_Brief_:
For the data below, give the number of lines that include the word "roads" and nothing else.
┌──
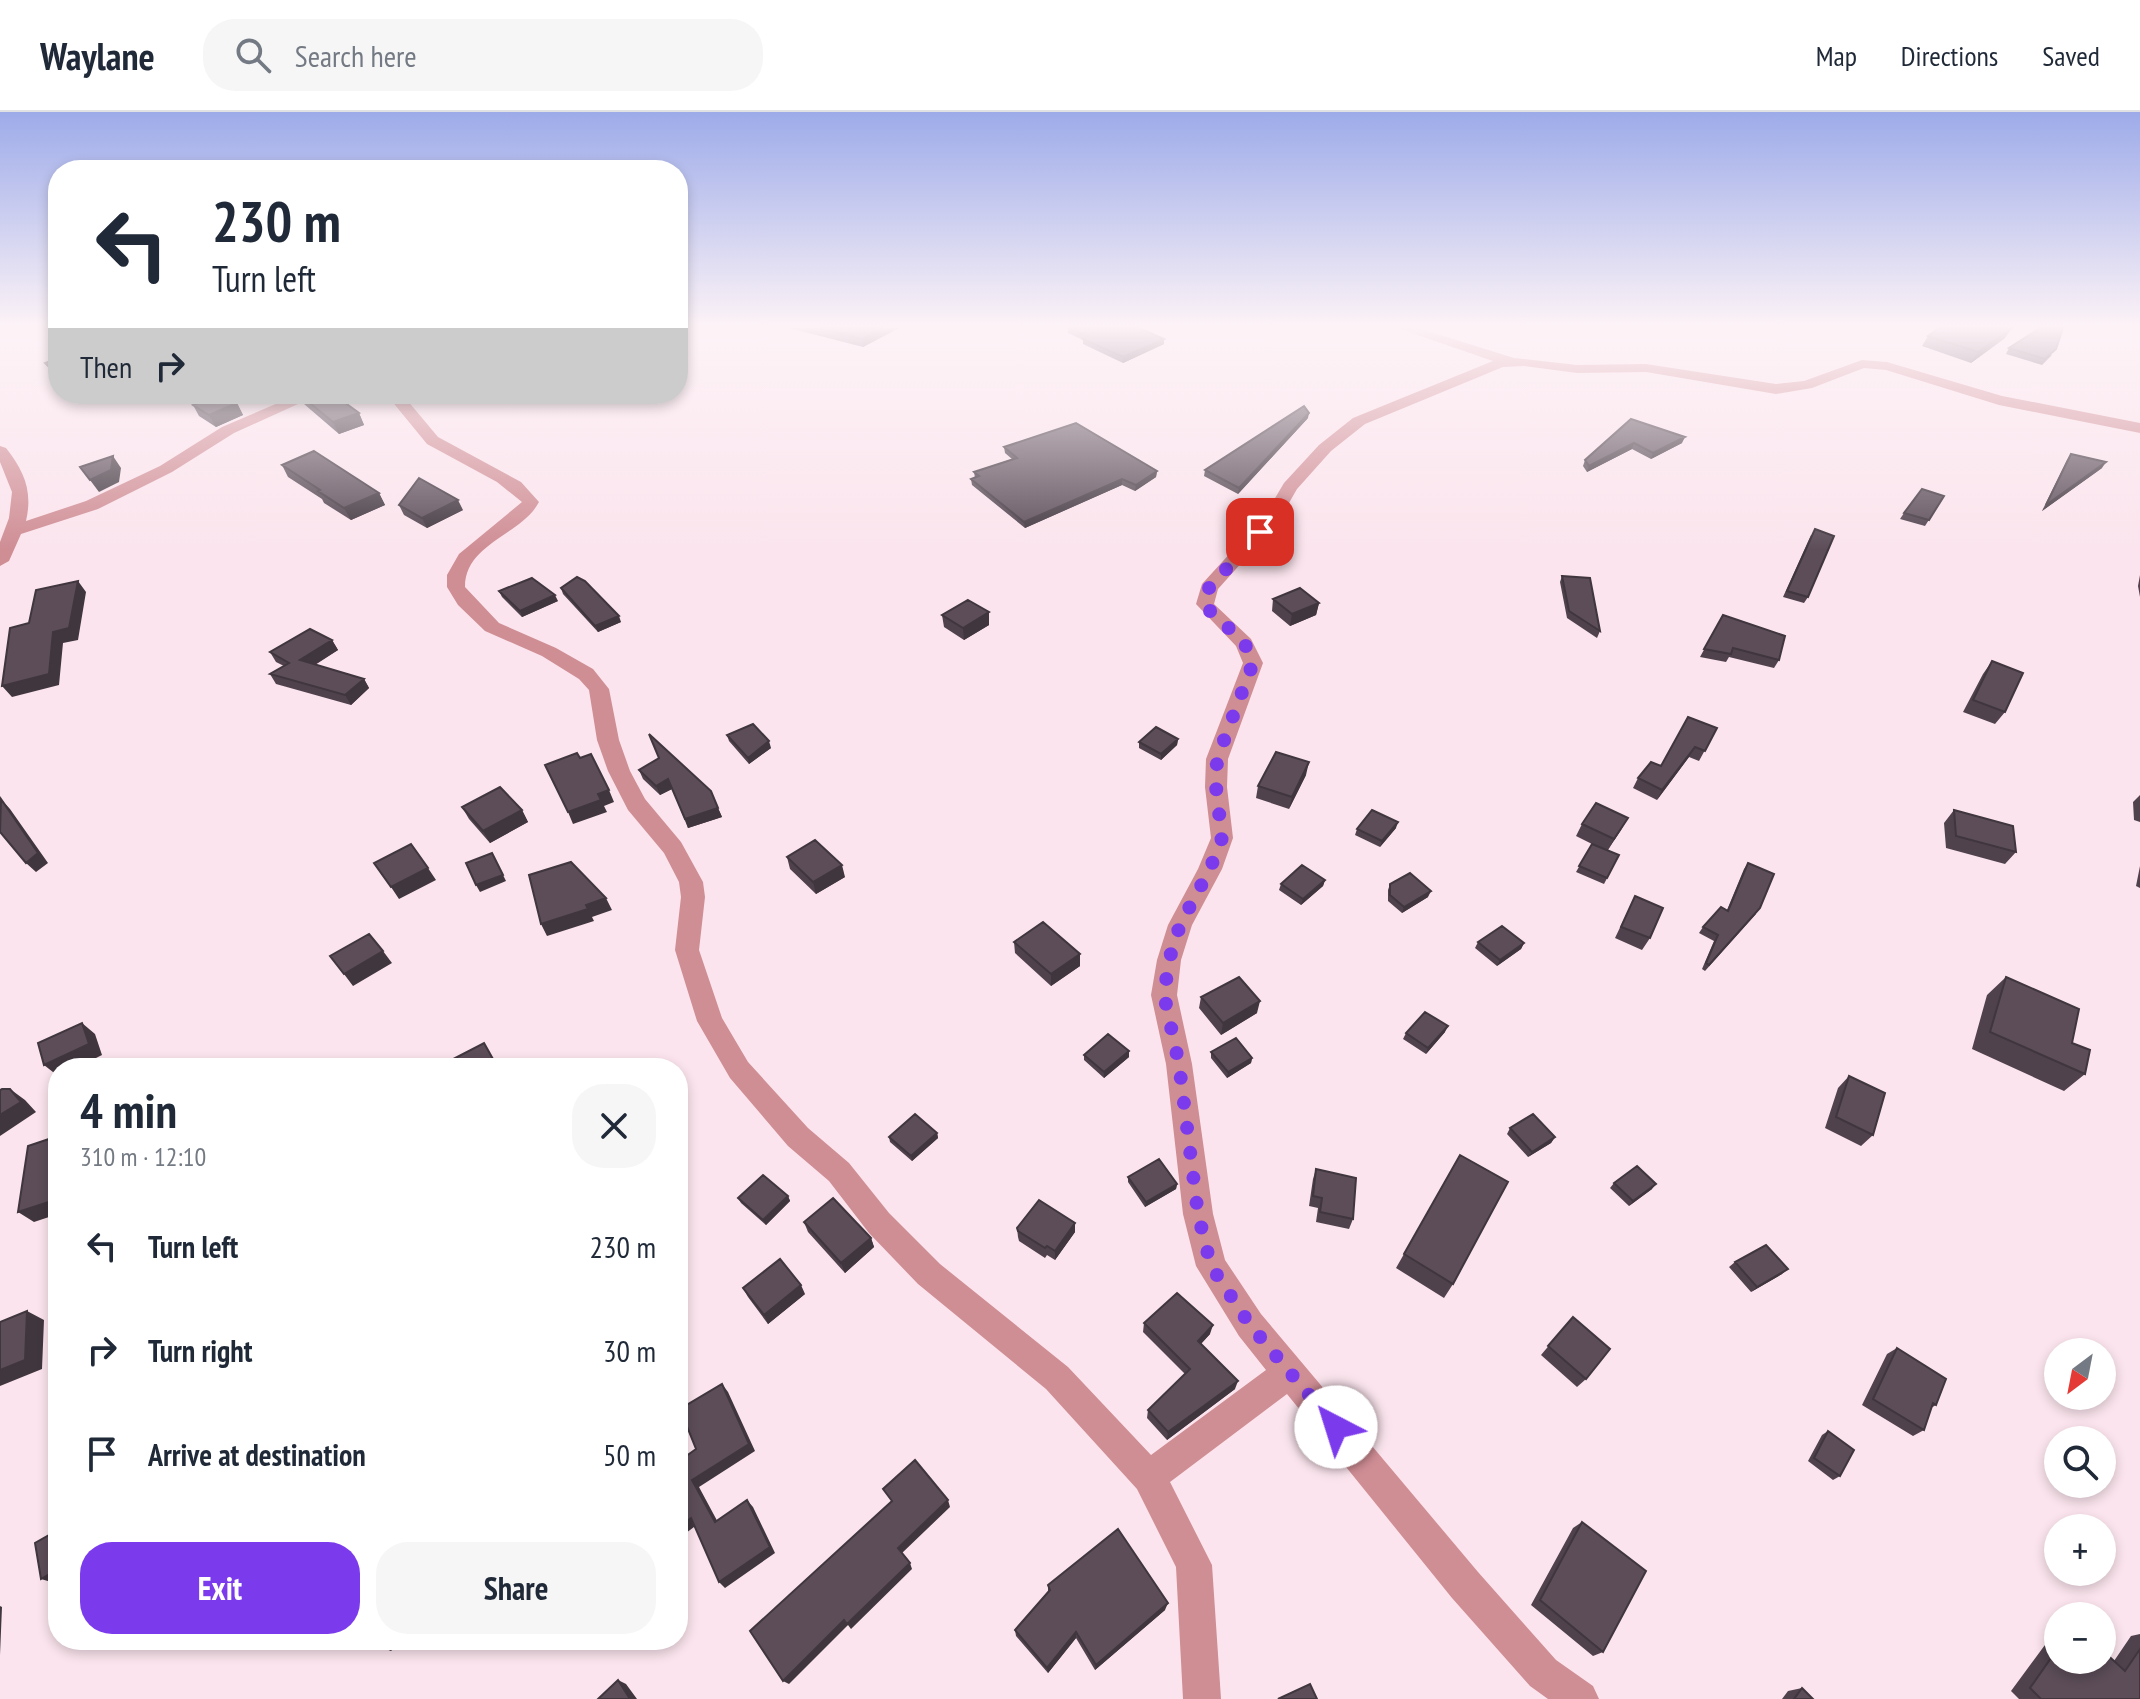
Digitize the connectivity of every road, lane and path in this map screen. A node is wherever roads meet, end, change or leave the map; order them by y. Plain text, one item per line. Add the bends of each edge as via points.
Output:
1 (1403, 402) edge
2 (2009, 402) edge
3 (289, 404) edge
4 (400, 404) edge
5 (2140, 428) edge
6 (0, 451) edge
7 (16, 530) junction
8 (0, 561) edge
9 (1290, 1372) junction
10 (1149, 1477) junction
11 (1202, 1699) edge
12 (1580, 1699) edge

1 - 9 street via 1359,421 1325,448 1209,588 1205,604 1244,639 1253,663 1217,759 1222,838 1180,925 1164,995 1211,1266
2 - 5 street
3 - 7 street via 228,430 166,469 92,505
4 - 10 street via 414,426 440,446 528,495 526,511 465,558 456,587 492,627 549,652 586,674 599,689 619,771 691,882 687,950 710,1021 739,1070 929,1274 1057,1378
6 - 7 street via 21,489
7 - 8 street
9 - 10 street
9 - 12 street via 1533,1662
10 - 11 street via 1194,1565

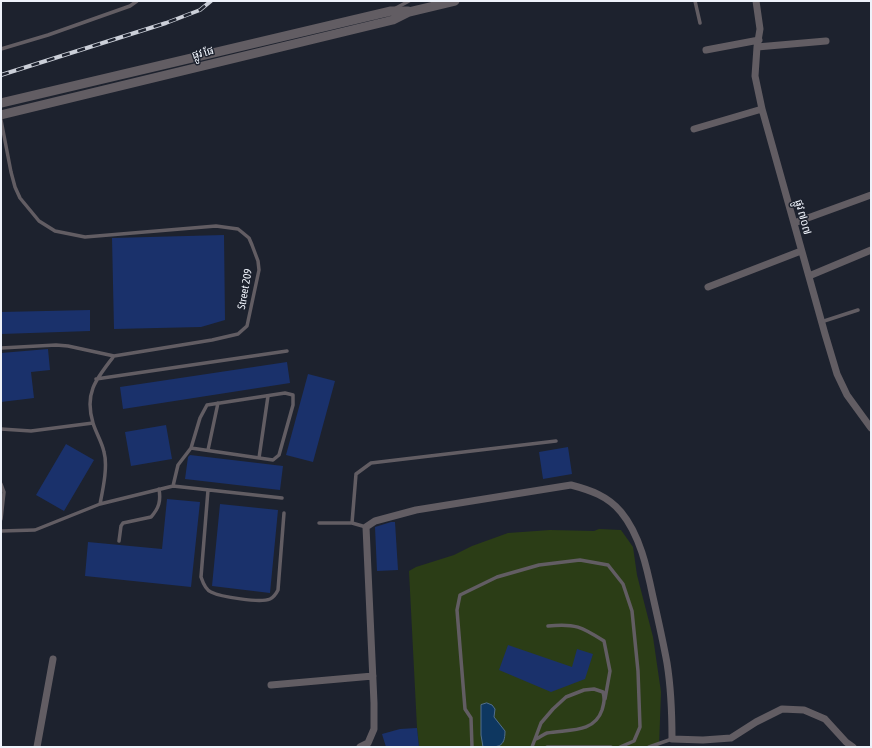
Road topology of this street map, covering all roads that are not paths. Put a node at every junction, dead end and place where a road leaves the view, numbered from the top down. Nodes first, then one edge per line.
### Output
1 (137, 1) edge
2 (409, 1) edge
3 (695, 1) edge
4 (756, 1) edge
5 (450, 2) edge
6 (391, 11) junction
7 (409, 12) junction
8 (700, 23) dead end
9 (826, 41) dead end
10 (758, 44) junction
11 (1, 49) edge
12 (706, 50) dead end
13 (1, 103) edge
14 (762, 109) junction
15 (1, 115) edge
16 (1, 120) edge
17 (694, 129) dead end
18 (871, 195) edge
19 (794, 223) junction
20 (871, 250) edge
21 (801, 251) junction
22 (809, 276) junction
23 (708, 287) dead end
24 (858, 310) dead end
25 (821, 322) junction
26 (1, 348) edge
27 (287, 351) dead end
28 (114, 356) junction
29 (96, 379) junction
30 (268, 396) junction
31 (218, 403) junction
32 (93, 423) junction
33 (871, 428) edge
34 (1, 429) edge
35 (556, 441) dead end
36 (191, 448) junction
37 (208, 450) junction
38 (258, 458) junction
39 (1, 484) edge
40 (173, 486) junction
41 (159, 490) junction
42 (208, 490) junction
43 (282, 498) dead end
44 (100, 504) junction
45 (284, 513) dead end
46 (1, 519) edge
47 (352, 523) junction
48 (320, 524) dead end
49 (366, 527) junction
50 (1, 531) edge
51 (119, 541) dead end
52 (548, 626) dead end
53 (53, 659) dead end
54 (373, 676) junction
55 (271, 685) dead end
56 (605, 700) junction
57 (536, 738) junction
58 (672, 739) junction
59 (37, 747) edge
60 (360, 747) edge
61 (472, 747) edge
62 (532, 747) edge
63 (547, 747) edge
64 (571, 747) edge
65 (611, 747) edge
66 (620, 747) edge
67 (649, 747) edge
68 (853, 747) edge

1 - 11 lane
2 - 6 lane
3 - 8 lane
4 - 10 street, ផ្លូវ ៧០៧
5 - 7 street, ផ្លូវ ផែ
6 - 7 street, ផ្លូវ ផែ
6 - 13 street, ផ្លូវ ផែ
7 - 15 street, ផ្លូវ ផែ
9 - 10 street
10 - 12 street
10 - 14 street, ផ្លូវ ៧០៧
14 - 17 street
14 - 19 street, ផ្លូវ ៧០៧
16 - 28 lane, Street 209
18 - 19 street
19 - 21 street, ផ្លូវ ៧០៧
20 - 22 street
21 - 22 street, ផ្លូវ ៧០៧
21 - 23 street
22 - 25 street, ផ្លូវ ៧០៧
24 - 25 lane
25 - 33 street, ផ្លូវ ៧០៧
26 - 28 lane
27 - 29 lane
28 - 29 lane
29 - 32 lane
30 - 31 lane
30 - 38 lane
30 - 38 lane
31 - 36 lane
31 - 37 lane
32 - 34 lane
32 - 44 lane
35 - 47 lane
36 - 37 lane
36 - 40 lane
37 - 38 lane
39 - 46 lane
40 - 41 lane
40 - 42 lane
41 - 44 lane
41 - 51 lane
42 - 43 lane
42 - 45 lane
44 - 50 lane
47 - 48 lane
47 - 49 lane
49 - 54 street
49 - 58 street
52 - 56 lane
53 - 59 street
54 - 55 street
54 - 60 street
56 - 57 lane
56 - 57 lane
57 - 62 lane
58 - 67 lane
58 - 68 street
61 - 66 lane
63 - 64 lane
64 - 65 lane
└──
_Response_:
2